I respect your intelligence.

By Evelyn Browning...

I respect your intelligence. The correlation between the solar activity and weather was noticed, but impossible to model. The latest research reflects the growing sophistication of computer models. We have recently seen new research that have been able to show the cause and effect relationships and model how they work.

Surely there are connections

By Word Warrier

Surely there are connections as to the peaking of flares/sunspots on weather. This year was recorded as the hottest since recording began.
We had Hurricane Sandy, the second Katrina, weird weather everywhere, warmer winters here in the NE but that changed last night. The planet Uranus in Aries brings increased aggression, violence,the Sandy school massacre, the gun issues to a head,
the revolts in Syria,the recent terrorist attack in the oil refinery, other revolts in Egypt, and other countries. We will see more
violence, craziness, natural disasters until the sun flares begin to recede and Uranus leaves Aries. I foresee a few revolts in our own country. We're all connected to the cosmos.We are affected.

The Earth is very small

By Evelyn Browning...

The Earth is very small compared to the sun. (A recent sunspot was as wide as the diameter of 14 Earths.) Its energy affects us.

I live in Alabama and does

By barbal72

I live in Alabama and does the sun cycle have anything to do with the el nino that never developed? In el nino winters the southern jet phases with the cold air and will sometimes bring rare winter storms to the deep south (but yet, this weather seems alot like an el nino) The sun has to be changing our weather just a little. Look at how weird this winter is. Alabama, Arkansas, Louisisana, Mississippi and Texas has had more snow than Chicago! The sun is probably largely responsible for this winters weather but of course thats just my opinion. North Carolina & Virginia was hit with a strong thundersnow but thats definitely not unheard of for the upper south and the mid atlantic. Whatever the reason, its beautiful. Upside down winters are my favorite

Most scientists still say no

By Evelyn Browning...

Most scientists still say no it doesn't.

However, there is new research and increasing evidence that it does. The solar flares affect the outer layer of the atmosphere. Newer computer models show that these changes in the outer layer affect the entire sky, including the winds and weather over the tropical Pacific. El Ninos are much less common and fail more frequently when the sun is at its peak.
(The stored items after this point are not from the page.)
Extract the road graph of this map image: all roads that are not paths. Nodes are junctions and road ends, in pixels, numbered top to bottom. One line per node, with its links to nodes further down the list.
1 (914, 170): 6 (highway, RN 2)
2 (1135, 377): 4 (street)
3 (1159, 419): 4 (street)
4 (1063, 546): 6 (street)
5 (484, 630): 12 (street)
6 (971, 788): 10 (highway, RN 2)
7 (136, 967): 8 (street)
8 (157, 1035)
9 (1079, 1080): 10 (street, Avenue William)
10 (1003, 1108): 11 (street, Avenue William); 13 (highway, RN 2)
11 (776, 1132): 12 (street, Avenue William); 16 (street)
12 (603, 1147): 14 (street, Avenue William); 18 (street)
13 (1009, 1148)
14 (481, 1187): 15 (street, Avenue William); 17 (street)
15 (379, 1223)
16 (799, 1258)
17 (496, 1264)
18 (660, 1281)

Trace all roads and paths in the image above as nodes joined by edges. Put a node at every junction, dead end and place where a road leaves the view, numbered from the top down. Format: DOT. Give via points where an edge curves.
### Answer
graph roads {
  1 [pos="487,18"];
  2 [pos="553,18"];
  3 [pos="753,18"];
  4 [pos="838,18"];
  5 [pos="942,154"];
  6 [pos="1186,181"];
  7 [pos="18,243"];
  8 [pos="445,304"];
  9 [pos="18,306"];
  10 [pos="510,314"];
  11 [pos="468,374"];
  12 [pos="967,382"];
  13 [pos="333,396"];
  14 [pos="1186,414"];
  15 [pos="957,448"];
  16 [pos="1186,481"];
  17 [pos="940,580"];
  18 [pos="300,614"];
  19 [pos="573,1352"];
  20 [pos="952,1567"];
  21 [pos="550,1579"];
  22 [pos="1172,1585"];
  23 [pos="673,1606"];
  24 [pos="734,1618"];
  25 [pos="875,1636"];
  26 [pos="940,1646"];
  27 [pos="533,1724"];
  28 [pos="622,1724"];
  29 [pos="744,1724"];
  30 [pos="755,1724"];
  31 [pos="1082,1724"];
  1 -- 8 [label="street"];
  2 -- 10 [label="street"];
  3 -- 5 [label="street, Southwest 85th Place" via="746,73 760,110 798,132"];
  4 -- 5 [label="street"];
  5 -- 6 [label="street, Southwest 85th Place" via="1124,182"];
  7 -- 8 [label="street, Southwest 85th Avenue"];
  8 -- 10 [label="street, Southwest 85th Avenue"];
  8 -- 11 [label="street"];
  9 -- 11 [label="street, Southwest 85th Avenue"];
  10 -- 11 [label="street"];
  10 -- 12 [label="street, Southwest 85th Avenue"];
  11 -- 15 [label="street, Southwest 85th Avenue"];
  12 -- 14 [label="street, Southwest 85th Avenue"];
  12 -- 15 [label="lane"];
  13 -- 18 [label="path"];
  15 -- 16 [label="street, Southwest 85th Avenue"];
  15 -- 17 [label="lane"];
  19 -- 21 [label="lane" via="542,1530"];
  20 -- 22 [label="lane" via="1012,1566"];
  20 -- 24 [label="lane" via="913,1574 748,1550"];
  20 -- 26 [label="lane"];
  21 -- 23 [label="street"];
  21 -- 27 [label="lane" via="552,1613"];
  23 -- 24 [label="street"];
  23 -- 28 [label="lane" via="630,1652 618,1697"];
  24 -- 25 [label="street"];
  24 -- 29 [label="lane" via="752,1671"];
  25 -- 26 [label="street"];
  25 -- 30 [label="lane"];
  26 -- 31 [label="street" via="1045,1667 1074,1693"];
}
Any chance these storms have

By Parched in West Texas

Any chance these storms have anything to do with the drought in the south west? Any thoughts yet on the summer monsoons that we depend on so much?

There actually is some

By Evelyn Browning...

There actually is some research suggesting La Ninas, cool tropical Pacific waters that create drought conditions in the Southwest, are more common during the peak of the sunspot cycle!

Right now, the experts are evenly on whether the Pacific will have a warm El Nino, a cool La Nina or be neutral this summer.The Pacific will shape the monsoon.

Could there be any auroras

By Brenda Lynn

Could there be any auroras that reach as far south as Virginia? I highly and by highly, I mean very highly doubt it will. I have seen the northern lights atleast a time or 2 in my life and what I remember, is that its amazing. Its a once in a lifetime chance to see these in the US. You may pick up some oppurtunities in norhern New England but thats about the only exception. But that doesent mean I cant dream, right?

It's not an unrealistic

By Evelyn Browning...

It's not an unrealistic dream. At the peak of the last cycle, there was one that came all the way to New Mexico and we are south of you!